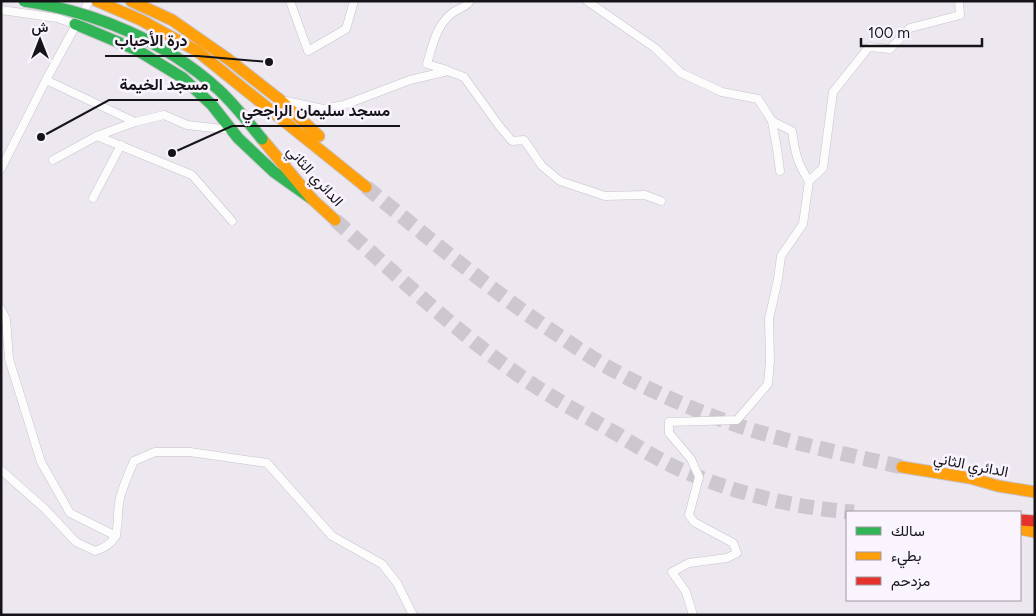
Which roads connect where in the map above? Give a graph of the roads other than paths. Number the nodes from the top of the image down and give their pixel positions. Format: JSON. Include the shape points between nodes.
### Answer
{"nodes":[{"id":1,"x":24,"y":1,"type":"edge"},
{"id":2,"x":89,"y":1,"type":"edge"},
{"id":3,"x":97,"y":1,"type":"edge"},
{"id":4,"x":131,"y":1,"type":"edge"},
{"id":5,"x":290,"y":1,"type":"edge"},
{"id":6,"x":354,"y":1,"type":"edge"},
{"id":7,"x":470,"y":1,"type":"edge"},
{"id":8,"x":587,"y":1,"type":"edge"},
{"id":9,"x":959,"y":1,"type":"edge"},
{"id":10,"x":1,"y":10,"type":"edge"},
{"id":11,"x":75,"y":24,"type":"junction"},
{"id":12,"x":448,"y":71,"type":"junction"},
{"id":13,"x":46,"y":80,"type":"junction"},
{"id":14,"x":279,"y":99,"type":"junction"},
{"id":15,"x":310,"y":107,"type":"junction"},
{"id":16,"x":303,"y":121,"type":"junction"},
{"id":17,"x":772,"y":121,"type":"junction"},
{"id":18,"x":135,"y":122,"type":"junction"},
{"id":19,"x":231,"y":130,"type":"junction"},
{"id":20,"x":97,"y":136,"type":"junction"},
{"id":21,"x":121,"y":145,"type":"junction"},
{"id":22,"x":53,"y":160,"type":"dead end"},
{"id":23,"x":343,"y":167,"type":"junction"},
{"id":24,"x":1,"y":169,"type":"edge"},
{"id":25,"x":780,"y":171,"type":"dead end"},
{"id":26,"x":810,"y":181,"type":"junction"},
{"id":27,"x":366,"y":187,"type":"tunnel mouth"},
{"id":28,"x":94,"y":198,"type":"dead end"},
{"id":29,"x":312,"y":199,"type":"junction"},
{"id":30,"x":661,"y":201,"type":"dead end"},
{"id":31,"x":334,"y":220,"type":"tunnel mouth"},
{"id":32,"x":232,"y":221,"type":"dead end"},
{"id":33,"x":1,"y":309,"type":"edge"},
{"id":34,"x":902,"y":467,"type":"tunnel mouth"},
{"id":35,"x":1,"y":470,"type":"edge"},
{"id":36,"x":1035,"y":481,"type":"edge"},
{"id":37,"x":999,"y":482,"type":"junction"},
{"id":38,"x":1035,"y":492,"type":"edge"},
{"id":39,"x":116,"y":536,"type":"junction"},
{"id":40,"x":413,"y":615,"type":"edge"},
{"id":41,"x":693,"y":615,"type":"edge"}],
"edges":[{"from":1,"to":29,"type":"main road","name":"الدائري الثاني","bridge":true,"via":[[44,3],[100,19],[146,40],[196,72],[241,113]]},
{"from":2,"to":11,"type":"street"},
{"from":3,"to":23,"type":"main road","name":"الدائري الثاني","via":[[141,20],[197,51]]},
{"from":4,"to":14,"type":"main road","via":[[172,20]]},
{"from":5,"to":6,"type":"street","via":[[308,51],[346,29]]},
{"from":7,"to":12,"type":"street","via":[[451,14],[437,32],[427,64]]},
{"from":8,"to":17,"type":"street","via":[[655,48],[680,74],[722,92],[758,99]]},
{"from":9,"to":26,"type":"street","via":[[960,15],[910,28],[890,49],[869,47],[863,54],[833,92],[823,168]]},
{"from":10,"to":11,"type":"street","via":[[57,18]]},
{"from":11,"to":13,"type":"street"},
{"from":11,"to":19,"type":"main road","via":[[137,50],[183,78],[212,105]]},
{"from":12,"to":15,"type":"street","via":[[410,80],[344,105],[323,109]]},
{"from":12,"to":30,"type":"street","via":[[464,77],[500,128],[512,141],[524,140],[542,166],[560,181],[605,196],[646,195]]},
{"from":13,"to":18,"type":"street"},
{"from":13,"to":24,"type":"street"},
{"from":14,"to":15,"type":"street"},
{"from":14,"to":16,"type":"main road"},
{"from":15,"to":16,"type":"street"},
{"from":16,"to":23,"type":"main road","via":[[324,141]]},
{"from":17,"to":25,"type":"street"},
{"from":17,"to":26,"type":"street","via":[[792,131],[800,167]]},
{"from":18,"to":19,"type":"street","via":[[164,115],[187,125]]},
{"from":18,"to":20,"type":"street"},
{"from":19,"to":29,"type":"main road","via":[[274,172]]},
{"from":20,"to":21,"type":"street"},
{"from":20,"to":22,"type":"street"},
{"from":21,"to":28,"type":"street"},
{"from":21,"to":32,"type":"street","via":[[192,175]]},
{"from":23,"to":27,"type":"main road","name":"الدائري الثاني"},
{"from":26,"to":41,"type":"street","via":[[803,224],[781,256],[769,320],[768,384],[737,420],[669,422],[669,433],[691,459],[699,477],[689,515],[694,522],[733,544],[737,553],[727,558],[689,562],[672,572],[686,592]]},
{"from":29,"to":31,"type":"main road","name":"الدائري الثاني"},
{"from":33,"to":39,"type":"street","via":[[6,319],[9,359],[41,462],[70,513]]},
{"from":34,"to":37,"type":"main road","name":"الدائري الثاني"},
{"from":35,"to":39,"type":"street","via":[[76,542],[95,551],[107,547]]},
{"from":36,"to":37,"type":"main road"},
{"from":37,"to":38,"type":"main road","name":"الدائري الثاني"},
{"from":39,"to":40,"type":"street","via":[[120,498],[134,461],[155,452],[190,452],[267,463],[332,536],[382,564],[398,583]]}]}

-=-=-=-=-

WORK TO BE COMPLETED
Find each line holding the string "dead" in the listing above, then copy it.

FINISHED TASK
{"id":22,"x":53,"y":160,"type":"dead end"},
{"id":25,"x":780,"y":171,"type":"dead end"},
{"id":28,"x":94,"y":198,"type":"dead end"},
{"id":30,"x":661,"y":201,"type":"dead end"},
{"id":32,"x":232,"y":221,"type":"dead end"},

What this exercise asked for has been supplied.